▶ _Exercise data_

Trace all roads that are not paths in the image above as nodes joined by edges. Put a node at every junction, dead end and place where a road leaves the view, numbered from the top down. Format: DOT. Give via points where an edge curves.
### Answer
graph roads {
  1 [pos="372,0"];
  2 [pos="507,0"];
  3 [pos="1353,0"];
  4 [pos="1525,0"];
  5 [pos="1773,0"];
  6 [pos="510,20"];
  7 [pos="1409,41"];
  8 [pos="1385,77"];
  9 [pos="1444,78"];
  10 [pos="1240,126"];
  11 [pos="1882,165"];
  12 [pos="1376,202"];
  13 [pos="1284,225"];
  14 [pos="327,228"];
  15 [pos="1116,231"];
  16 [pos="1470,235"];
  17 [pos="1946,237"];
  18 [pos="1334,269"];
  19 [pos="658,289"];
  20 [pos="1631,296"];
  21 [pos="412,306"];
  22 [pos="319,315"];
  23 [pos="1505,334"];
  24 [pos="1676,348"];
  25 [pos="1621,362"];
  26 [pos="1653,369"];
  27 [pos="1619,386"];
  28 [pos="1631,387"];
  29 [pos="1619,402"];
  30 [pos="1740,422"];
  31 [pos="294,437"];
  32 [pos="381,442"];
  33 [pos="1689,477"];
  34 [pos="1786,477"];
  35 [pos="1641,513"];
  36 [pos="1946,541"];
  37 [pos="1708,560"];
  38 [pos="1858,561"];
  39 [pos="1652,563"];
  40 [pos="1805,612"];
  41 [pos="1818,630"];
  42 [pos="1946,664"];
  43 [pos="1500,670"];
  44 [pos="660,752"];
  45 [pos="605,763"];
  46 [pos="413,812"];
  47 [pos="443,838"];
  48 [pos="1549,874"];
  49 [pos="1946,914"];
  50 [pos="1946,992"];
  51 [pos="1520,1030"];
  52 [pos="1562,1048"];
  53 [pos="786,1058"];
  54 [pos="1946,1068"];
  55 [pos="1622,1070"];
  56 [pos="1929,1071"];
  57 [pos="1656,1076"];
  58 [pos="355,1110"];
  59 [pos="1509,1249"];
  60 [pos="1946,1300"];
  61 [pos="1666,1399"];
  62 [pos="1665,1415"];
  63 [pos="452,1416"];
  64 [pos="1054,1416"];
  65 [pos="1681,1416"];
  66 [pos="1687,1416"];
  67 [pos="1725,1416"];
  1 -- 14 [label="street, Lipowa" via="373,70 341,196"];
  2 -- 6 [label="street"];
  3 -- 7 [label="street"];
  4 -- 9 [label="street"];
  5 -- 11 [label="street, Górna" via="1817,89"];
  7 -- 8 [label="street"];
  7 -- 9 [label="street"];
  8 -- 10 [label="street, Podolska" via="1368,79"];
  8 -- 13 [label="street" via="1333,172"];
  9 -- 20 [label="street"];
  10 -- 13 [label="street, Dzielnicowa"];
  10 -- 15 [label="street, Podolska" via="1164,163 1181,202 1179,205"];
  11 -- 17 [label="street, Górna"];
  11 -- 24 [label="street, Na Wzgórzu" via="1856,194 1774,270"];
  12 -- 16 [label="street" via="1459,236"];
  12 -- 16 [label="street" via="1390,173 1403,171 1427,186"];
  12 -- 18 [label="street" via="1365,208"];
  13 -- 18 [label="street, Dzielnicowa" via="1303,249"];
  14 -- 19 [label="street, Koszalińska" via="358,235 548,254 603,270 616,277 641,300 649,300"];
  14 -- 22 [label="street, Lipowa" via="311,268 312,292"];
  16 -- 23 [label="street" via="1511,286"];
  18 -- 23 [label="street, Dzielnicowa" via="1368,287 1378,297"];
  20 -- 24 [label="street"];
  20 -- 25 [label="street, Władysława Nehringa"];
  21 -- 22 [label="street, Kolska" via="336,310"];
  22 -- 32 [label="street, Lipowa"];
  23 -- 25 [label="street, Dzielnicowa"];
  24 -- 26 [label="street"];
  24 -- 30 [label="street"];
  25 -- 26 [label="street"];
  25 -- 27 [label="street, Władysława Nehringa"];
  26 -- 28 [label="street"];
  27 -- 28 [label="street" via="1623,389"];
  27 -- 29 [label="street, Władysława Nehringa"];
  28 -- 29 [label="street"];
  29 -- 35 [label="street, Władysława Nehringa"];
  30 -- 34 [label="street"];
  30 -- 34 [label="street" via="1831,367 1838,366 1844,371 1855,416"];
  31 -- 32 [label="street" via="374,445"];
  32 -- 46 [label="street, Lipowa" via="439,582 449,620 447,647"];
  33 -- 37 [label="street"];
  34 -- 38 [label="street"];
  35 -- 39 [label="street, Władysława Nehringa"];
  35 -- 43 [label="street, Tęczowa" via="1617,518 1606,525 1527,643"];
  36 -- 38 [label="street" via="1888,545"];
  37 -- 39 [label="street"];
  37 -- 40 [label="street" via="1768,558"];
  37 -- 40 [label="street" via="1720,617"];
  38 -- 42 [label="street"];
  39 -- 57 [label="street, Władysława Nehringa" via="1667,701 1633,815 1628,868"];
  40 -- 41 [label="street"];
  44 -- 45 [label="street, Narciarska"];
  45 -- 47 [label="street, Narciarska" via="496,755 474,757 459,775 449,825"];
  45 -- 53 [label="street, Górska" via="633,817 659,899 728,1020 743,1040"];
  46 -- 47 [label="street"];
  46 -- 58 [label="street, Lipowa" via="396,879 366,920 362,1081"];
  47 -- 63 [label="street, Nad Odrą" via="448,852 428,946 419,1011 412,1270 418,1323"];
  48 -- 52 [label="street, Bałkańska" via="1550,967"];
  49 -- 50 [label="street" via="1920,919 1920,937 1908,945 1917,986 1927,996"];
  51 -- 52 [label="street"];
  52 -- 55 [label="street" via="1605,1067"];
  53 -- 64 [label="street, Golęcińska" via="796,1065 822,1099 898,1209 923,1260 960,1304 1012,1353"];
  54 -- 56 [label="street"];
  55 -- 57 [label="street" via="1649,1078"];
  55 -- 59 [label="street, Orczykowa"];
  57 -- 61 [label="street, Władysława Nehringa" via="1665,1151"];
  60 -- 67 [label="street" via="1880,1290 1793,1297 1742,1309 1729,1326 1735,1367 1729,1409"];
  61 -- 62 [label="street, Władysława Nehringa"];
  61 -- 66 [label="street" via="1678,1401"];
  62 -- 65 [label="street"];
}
==
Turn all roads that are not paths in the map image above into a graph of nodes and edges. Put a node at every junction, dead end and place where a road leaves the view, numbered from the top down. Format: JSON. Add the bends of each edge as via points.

▶ _Work request_
Whenever a line of the data holds the string "junction", pick that line out.

▶ _Expected answer_
Trace all roads that are not paths in the image above as nodes joined by edges. Put a node at every junction, dead end and place where a road leaves the view, numbered from the top down. Format: DOT. Give via points where an edge curves.
Turn all roads that are not paths in the map image above into a graph of nodes and edges. Put a node at every junction, dead end and place where a road leaves the view, numbered from the top down. Format: JSON. Add the bends of each edge as via points.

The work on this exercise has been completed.